Maximillian Cohen: Restate my assumptions: One, Mathematics is the language of nature. Two, Everything around us can be represented and understood through numbers. Three: If you graph the numbers of any system, patterns emerge. Therefore, there are patterns everywhere in nature. Evidence: The cycling of disease epidemics;the wax and wane of caribou populations; sun spot cycles; the rise and fall of the Nile. So, what about the stock market? The universe of numbers that represents the global economy. Millions of hands at work, billions of minds. A vast network, screaming with life. An organism. A natural organism. My hypothesis: Within the stock market, there is a pattern as well... Right in front of me... hiding behind the numbers. Always has been.

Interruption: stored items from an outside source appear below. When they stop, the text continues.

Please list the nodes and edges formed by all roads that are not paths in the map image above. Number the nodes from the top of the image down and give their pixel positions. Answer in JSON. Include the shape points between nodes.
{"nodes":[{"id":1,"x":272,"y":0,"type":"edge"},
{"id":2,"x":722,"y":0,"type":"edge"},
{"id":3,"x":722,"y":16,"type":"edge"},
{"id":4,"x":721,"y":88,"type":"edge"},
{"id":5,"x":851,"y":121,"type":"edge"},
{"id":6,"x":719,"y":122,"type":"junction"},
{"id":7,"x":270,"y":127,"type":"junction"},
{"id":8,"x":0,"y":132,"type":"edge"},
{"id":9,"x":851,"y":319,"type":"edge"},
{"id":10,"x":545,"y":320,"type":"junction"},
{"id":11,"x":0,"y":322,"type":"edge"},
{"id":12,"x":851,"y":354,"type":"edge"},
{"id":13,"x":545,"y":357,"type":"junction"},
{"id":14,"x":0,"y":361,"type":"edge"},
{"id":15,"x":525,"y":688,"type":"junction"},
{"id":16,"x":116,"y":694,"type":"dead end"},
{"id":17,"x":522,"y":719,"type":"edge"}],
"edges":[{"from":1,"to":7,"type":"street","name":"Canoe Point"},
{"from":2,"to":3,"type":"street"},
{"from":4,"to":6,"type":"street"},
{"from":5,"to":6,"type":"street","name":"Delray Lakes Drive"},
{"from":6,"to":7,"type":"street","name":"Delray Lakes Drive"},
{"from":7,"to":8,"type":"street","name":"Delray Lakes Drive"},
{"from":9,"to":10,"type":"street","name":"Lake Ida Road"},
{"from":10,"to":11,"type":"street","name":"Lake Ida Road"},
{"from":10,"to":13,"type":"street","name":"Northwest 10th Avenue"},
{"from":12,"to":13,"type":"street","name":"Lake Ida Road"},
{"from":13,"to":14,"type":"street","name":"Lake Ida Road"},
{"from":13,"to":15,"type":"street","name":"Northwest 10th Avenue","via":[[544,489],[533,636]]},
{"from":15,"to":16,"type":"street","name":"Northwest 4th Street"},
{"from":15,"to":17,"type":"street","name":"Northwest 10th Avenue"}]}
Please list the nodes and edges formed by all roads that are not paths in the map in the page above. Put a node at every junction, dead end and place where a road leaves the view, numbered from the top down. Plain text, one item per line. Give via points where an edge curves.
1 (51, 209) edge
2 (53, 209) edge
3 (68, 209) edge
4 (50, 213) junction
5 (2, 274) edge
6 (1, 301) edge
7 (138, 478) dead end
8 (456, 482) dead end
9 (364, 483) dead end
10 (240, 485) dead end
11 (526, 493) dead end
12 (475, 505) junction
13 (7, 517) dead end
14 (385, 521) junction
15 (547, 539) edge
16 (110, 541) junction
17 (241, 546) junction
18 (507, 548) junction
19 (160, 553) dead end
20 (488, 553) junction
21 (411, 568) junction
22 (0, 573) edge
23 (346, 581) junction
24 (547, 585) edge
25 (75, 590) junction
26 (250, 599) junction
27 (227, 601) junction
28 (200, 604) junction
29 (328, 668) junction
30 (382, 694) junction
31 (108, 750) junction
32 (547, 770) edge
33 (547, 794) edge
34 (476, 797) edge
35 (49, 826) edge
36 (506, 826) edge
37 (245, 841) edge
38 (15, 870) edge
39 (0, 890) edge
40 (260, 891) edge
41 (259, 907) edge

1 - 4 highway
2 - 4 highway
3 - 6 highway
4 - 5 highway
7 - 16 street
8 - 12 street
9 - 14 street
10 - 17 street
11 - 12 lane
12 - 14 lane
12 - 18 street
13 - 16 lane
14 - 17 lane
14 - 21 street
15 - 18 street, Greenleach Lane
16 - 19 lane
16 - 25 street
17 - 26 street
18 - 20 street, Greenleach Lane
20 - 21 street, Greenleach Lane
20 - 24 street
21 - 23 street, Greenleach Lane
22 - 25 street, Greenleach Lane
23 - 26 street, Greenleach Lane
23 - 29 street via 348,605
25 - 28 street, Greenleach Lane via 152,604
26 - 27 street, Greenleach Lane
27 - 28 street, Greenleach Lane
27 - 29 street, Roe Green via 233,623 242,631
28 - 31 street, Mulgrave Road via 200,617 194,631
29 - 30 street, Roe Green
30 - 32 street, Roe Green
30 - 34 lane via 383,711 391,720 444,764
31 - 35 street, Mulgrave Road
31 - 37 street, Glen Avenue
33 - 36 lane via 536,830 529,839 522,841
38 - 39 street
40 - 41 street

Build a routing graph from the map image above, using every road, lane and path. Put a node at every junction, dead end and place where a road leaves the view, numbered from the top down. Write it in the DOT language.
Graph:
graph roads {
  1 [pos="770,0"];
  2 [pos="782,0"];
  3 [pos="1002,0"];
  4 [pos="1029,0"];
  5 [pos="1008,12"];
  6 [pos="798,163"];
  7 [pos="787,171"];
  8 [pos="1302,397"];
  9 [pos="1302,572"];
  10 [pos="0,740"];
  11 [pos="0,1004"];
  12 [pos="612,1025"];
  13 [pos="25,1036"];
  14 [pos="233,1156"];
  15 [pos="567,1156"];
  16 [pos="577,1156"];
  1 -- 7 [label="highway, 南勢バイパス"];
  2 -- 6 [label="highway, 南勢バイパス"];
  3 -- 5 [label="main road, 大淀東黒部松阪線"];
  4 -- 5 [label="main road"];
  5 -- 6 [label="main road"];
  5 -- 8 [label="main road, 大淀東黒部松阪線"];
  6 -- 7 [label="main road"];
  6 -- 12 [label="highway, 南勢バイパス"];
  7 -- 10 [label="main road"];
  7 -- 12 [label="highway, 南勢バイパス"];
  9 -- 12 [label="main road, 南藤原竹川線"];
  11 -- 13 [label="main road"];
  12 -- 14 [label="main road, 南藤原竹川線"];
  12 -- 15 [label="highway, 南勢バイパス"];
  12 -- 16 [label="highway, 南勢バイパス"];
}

Brucey Madison: You thinking about moving out here, Pop? Oscar Madison: To where? Santa Yosinta-Malienta-Poliguenta? I'm not gonna learn another language just to find my way home at night.
Harry Block: The most important words in the English language are not "I love you" but "It's benign."
Suzie Simmons: [Walking in wearing a leotard] Hey you guys are stretching? I just finished doing that. Fred Simmons: You just get back from working out? Suzie Simmons: No, I just got back from church you fucking retard! Fred Simmons: Okay,and that's wonderful language that my wife uses in front of my friends.
Leslie: [Leslie and Gayle are watching Spanish-language TV] Their stuff is worse than our stuff. Gayle: I just wish I could speak it like you do. Leslie: You don't need to understand the words to watch TV. Stupidity is the universal language.
RoboCop: Waste makes haste. For time is fleeting. A rolling stone is worth two in the bush. Boy: Go fuck a refrigerator, pecker neck! RoboCop: Bad language makes for bad feelings.
Annie: There's no such word as dummo! Richard: And what language employs the usage of the word freako?
Tom Wingo: [narrating] From my mother I inherited a love of language and an appreciation of nature. She could turn a walk around the island into a voyage of purest discovery. As a child, I thought she was the most extraordinary woman on earth. I wasn't the first son to be wrong about his mother.
Roy: There's this new thing they're starting out in California: moving pictures. There's no sound, so we won't have to worry about the language problem, and I think the kung fu stuff could be huge! People are dying for a good action flick. Chon Wang: Chon Wang... [sounds like "John Wayne"] Chon Wang: ...movie star? It could work.
Alan Leonard: It is important to dialogue and to language with each other.
David Whitaker: Aw, geez! Cathy Whitaker: We don't use language like that in this house.
Lt. Col. Frank Slade: Don't shrug, imbecile. I'm blind. Save your body language for the bimbi.
Narrator: Unaware of what year it was, Joe wandered the streets desperate for help. But the English language had deteriorated into a hybrid of hillbilly, valleygirl, inner-city slang and various grunts. Joe was able to understand them, but when he spoke in an ordinary voice he sounded pompous and faggy to them.
Lenny: [Quoting lines from "A Streetcar Named Desire"] This is my *goddamn* house, and I'll talk any *goddamn* way I want to! Debbie: Now, Stanley, there's no cause to use such language to Blanche!
Tabitha Lenox: Oh, the old spells were the good spells, Tim-Tim. The language is really quite beautiful: "May Beelzebub's drool seal your eyelids shut." Ha! They don't write them like that any more, Timmy!